Your objective: From the entries below, copy out all lines holding "dead".

(Stored data entries)
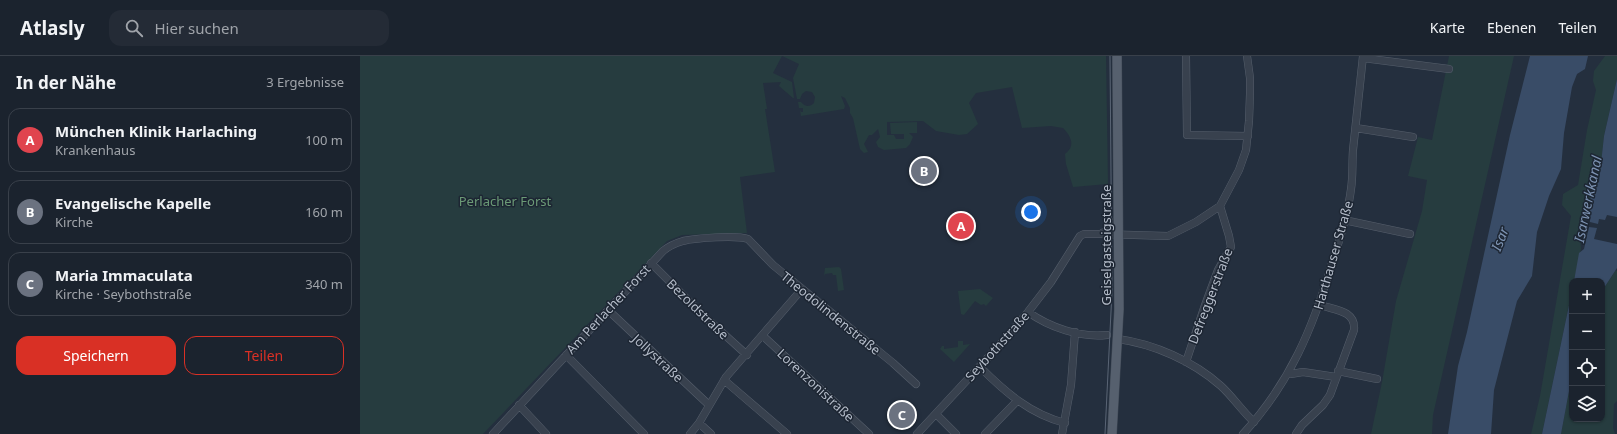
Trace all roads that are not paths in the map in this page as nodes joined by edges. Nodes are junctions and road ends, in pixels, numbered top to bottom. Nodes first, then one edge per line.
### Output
1 (1117, 56) edge
2 (1186, 56) edge
3 (1247, 56) edge
4 (1363, 57) edge
5 (1449, 69) dead end
6 (1356, 128) junction
7 (1248, 136) junction
8 (1413, 137) dead end
9 (1220, 206) junction
10 (1119, 215) junction
11 (1344, 220) junction
12 (1100, 234) junction
13 (1119, 234) junction
14 (1410, 234) dead end
15 (749, 240) joint
16 (651, 263) junction
17 (802, 289) junction
18 (1320, 305) junction
19 (608, 310) junction
20 (1028, 312) junction
21 (1075, 332) junction
22 (1107, 335) dead end
23 (763, 336) junction
24 (1118, 339) junction
25 (566, 355) junction
26 (747, 355) junction
27 (1186, 362) junction
28 (1294, 363) junction
29 (980, 367) junction
30 (1303, 372) junction
31 (1288, 373) junction
32 (1337, 374) junction
33 (1377, 378) dead end
34 (724, 380) junction
35 (916, 384) dead end
36 (1017, 401) junction
37 (709, 405) junction
38 (519, 406) junction
39 (936, 414) junction
40 (1254, 422) junction
41 (699, 423) junction
42 (1065, 423) junction
43 (1248, 432) edge
44 (493, 434) edge
45 (546, 434) edge
46 (644, 434) edge
47 (690, 434) edge
48 (711, 434) edge
49 (787, 434) edge
50 (869, 434) edge
51 (917, 434) edge
52 (956, 434) edge
53 (985, 434) edge
54 (1062, 434) edge
55 (1112, 434) edge
56 (1296, 434) edge

1 - 10 main road, Geiselgasteigstraße
2 - 7 street
3 - 7 street
4 - 5 street
4 - 6 street, Harthauser Straße
6 - 8 street
6 - 11 street, Harthauser Straße
7 - 9 street
9 - 13 street
9 - 27 street, Defreggerstraße
10 - 12 street
10 - 13 main road, Geiselgasteigstraße
11 - 14 street
11 - 18 street, Harthauser Straße
12 - 13 street
12 - 20 street, Seybothstraße
13 - 24 main road, Geiselgasteigstraße
15 - 16 street, Am Perlacher Forst
15 - 17 street, Theodolindenstraße
16 - 19 street, Am Perlacher Forst
16 - 26 street, Bezoldstraße
17 - 23 street
17 - 35 street, Theodolindenstraße
18 - 28 street, Harthauser Straße
18 - 32 street
19 - 25 street, Am Perlacher Forst
19 - 37 street, Jollystraße
20 - 21 street
20 - 29 street, Seybothstraße
21 - 22 street
21 - 42 street
23 - 26 street
23 - 50 street, Lorenzonistraße
24 - 27 street
24 - 55 main road, Geiselgasteigstraße
25 - 38 street, Am Perlacher Forst
25 - 46 street
26 - 34 street
27 - 40 street
28 - 30 street
28 - 31 street, Harthauser Straße
29 - 36 street
29 - 39 street, Seybothstraße
30 - 31 street
30 - 32 street
31 - 40 street, Harthauser Straße
32 - 33 street
32 - 56 street
34 - 37 street
34 - 49 street
36 - 42 street
36 - 53 street
37 - 41 street
38 - 44 street, Am Perlacher Forst
38 - 45 street
39 - 51 street, Seybothstraße
39 - 52 street
40 - 43 street, Harthauser Straße
41 - 47 street
41 - 48 street
42 - 54 street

Finished task:
5 (1449, 69) dead end
8 (1413, 137) dead end
14 (1410, 234) dead end
22 (1107, 335) dead end
33 (1377, 378) dead end
35 (916, 384) dead end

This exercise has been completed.